Once your bathroom breaks are on your list you’ll need some office activities to take up some time. I like to divide these office “tasks” into three categories. 1) Work, 2) things that look like work and 3) things you don’t even pretend are like work but do anyway (Please be advised, use category one sparingly, if at all. I schedule about fifteen minutes of “real work” in every hour. So on any given seven-hour workday, I’d say I do no more than two and a half hours of actual work.)
You might start to feel bad at this point for wasting the company’s money and taking advantage of your boss like this. Don’t do that. Think of it this way – you are there for a set number of hours to do annoying, inane tasks. Even if you completed all the inane tasks in the world, you would still be there from 9 to 5. So why finish them as soon as you can when you are just going to get some more annoying stuff to do? Act like you really care about the letter you are typing that even a three-year-old chimp with a learning disability could type, and not only will you have less to do, you will look like you really care.
Now that the real stuff is out of the way, the fun begins. Items in category two are, but are not limited to, the following:
A) E-mail. Check e-mail often, it doesn’t matter if there is none there. If you feel inadequate when there is no new mail in your inbox, e-mail yourself. Once you see the bold message title, the excitement will be enough to make you feel like its real before you remember. Title the e-mail something witty so you can admire how funny you are in addition to what a good time waster you are. I find myself hilarious.

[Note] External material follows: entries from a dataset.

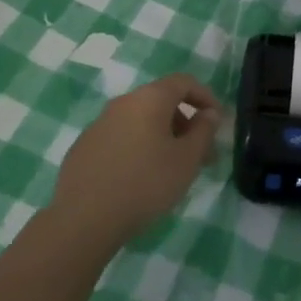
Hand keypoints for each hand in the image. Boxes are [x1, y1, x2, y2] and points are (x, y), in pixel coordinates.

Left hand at [52, 73, 221, 249]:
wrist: (84, 218)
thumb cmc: (146, 183)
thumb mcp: (187, 159)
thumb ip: (204, 131)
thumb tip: (208, 113)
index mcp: (149, 99)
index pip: (183, 82)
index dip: (205, 97)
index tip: (217, 121)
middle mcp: (122, 103)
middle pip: (161, 102)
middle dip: (185, 123)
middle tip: (200, 154)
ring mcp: (99, 124)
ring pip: (140, 121)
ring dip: (162, 137)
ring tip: (172, 170)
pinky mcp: (84, 147)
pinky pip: (120, 138)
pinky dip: (138, 148)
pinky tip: (140, 178)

B) Voicemail. Re-record your outgoing message at least three times a day. This works best if, like me, no one ever calls you. I like to make up important titles and jobs for myself to take my mind off my real job, office bitch. Here is my current greeting. “Hi, you’ve reached the office of Lauren Silva, CEO and founder of Silva Investments Company Incorporated. I’m either getting blitzed on my lunch hour with some other top execs, or firing some incompetent underling. Leave a message, and if you need assistance dial the operator.”
C) Anything else typed at the computer or written on a legal pad looks productive. This column for example, has wasted a marvelous amount of time, and it looks just like work. In fact, I titled the document “important info,” that will fool them. Do anything – homework, calendars, fake Power-Point presentations. If you are typing away, they can’t deny you are vital and important to the company, which, of course, you are.
The last category is the most important, and therefore the most difficult to pull off. I advise sticking with category B for at least your first week. Then you’ll have the routine down well enough to bring a pillow and take a nap, step out for a three-hour lunch break, watch a DVD, read a book, play with Legos or mix a martini, to name a few, without getting caught.
Once you master these techniques, you will look forward to any job, no matter how pointless and menial it may be. Just remember to keep the interesting, educational job, because as much as I hate to admit it, there comes a time when even frivolous time-wasting gets old. As Milton from “Office Space” taught us all, boredom and frustration is not worth the mental breakdown.
-The writer, a senior majoring in English, is Hatchet sports editor.